ジョージアとアルメニアはバグラティオニ(バグラトゥニ)家という同じ王族を共有していました。伝説によると、この王家は旧約聖書に登場するダヴィデ王の子孫だそうです。そのため、ジョージアの王様にはダヴィドという名前の人が多いです。

現在のジョージアの名目上の王様もダヴィドという名前です。名目上の王様といったのは、今のジョージアは共和制で王様がいないためです。それでも王政復古を望む人は少なくなく、バグラティオニ家の末裔を名目上の王様としています。

ジョージアやアルメニアよりも強大なビザンツ帝国は、東地中海世界の覇者として様々な影響を周辺地域に及ぼしてきました。

キリスト教の教義を定めたニケア公会議(325)を開催したコンスタンティヌス大帝の伝統を受け継いだ歴代の皇帝たちは、度々公会議を主催して教義論争に関与しました。テオドシウス大帝(347-395)の開催したコンスタンティノポリス公会議(381)、テオドシオス2世(401-450)の開催したエフェソス公会議(431)に続き、マルキアノス(392頃-457)はカルケドン公会議(451)を開催しました。

カルケドン公会議で議論されたキリスト論の問題や背景は難解なため詳言は控えますが、何れにせよ、公会議が採択した「カルケドン信条」は万人を納得させることができませんでした。一部のエジプト人は「カルケドン信条」を認めずにコプト派を形成しましたし、ビザンツ帝国内でも非カルケドン派は度々反乱を起こしました。さらにはフィリッピコス(?-713)という非カルケドン派の人物がビザンツ皇帝になることもありました。

「カルケドン信条」を巡る混乱はジョージアやアルメニアにも波及します。アルメニア人は教会会議で正式に「カルケドン信条」を退け、非カルケドン派のアルメニア使徒教会を組織しました。一方で「カルケドン信条」を受けいれたジョージア人は、カルケドン派のジョージア正教会を形成することになりました。

 

「黄金時代」とその後

中世ジョージアが最も栄えたのは「黄金時代」と呼ばれる12世紀前後でした。「黄金時代」の礎を築いたダヴィド4世(1073-1125)という王様は、戦争で強力な外敵を破る一方で、内政改革や芸術の保護により国内を繁栄させました。以降、彼の子デメトレ1世(1093頃-1156)、孫のギオルギ3世(?-1184)、曾孫のタマル(1160頃-1213)の代まで、約100年に渡って「黄金時代」が続きます。

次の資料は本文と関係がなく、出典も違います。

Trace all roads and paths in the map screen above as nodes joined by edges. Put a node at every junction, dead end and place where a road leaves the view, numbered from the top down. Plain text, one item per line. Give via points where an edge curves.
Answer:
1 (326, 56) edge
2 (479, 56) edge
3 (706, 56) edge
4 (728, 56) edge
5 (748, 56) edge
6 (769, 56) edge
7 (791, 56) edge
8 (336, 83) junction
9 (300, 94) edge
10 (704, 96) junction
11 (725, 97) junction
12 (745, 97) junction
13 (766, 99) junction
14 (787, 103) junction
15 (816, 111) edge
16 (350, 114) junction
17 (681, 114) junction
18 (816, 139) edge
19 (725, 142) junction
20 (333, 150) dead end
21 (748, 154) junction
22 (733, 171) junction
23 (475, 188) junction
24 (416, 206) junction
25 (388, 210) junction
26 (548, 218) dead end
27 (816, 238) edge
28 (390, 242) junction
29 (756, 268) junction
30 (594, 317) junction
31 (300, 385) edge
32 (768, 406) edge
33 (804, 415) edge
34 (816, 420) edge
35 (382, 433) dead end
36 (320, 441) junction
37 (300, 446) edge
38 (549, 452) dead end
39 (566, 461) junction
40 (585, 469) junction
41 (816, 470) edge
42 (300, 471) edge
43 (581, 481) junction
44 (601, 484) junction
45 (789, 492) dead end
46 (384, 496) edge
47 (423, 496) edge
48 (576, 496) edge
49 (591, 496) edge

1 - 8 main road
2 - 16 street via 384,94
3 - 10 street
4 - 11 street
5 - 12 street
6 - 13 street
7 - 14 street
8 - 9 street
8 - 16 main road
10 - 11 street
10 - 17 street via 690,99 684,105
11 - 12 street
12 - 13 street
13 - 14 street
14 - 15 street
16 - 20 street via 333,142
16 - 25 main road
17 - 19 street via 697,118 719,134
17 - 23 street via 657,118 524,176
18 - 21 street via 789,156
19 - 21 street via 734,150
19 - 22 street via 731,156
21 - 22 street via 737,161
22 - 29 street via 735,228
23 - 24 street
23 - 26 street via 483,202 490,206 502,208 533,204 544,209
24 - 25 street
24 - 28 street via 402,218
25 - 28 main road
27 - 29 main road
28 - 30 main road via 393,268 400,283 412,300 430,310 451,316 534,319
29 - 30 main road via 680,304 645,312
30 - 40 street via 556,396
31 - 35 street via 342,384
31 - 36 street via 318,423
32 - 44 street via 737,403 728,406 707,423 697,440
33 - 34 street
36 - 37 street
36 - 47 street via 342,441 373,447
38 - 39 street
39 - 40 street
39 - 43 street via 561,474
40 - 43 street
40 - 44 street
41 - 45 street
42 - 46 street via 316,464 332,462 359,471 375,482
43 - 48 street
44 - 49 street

特にタマルはジョージア史上初の女王であり、ジョージアの歴史で最も人気のある人物の一人です。彼女の時代のジョージアは、衰退していたビザンツ文明より優位に立って、存在感を示しました。そんな彼女を讃え、19世紀ロシアの詩人レールモントフ(1814-1841)は詩『タマーラ』(1841)を残し、作曲家のバラキレフ(1837-1910)はその詩に曲をつけた交響詩『タマーラ』(1882)を書きました。最近では大人気シミュレーションゲーム『シヴィライゼーション6』(2016)にも登場しました。

ジョージア史を代表するような女王タマルの死後、「黄金時代」は終わり、王国は急激に衰退していきます。その一因としてモンゴルの拡大があげられます。極東から急速に勢力を伸ばしたモンゴルは、1220年代にジョージアにも侵攻してきました。モンゴル人との戦いで負傷したギオルギ4世(1191-1223)は没し、その後、ジョージアはモンゴルに征服されてしまいます。

1335年にギオルギ5世(1286頃-1346)はジョージアを独立に導きますが、翌年には黒死病(ペスト)の大流行により王国は大打撃を受けます。15世紀にはジョージア王国が分裂してしまい、オスマン・トルコやペルシアといったイスラームの国々に蹂躙されます。1801年にロシア帝国に併合されたジョージアは、以降、ソ連崩壊の時代までロシア人に支配されることとなりました。

ここまでキリスト教に関連する事柄を中心に、ジョージアの歴史を駆け足で見てまいりました。世界史の教科書などではほとんど触れられない歴史であり、日本人には馴染みのない話であったかもしれません。ですが、この簡単な歴史紹介の記事からも推察できるように、ジョージアには独自の興味深い歴史と文化があります。今回の他の特集記事と併せて、ジョージアのことを知る一助となれば嬉しいです。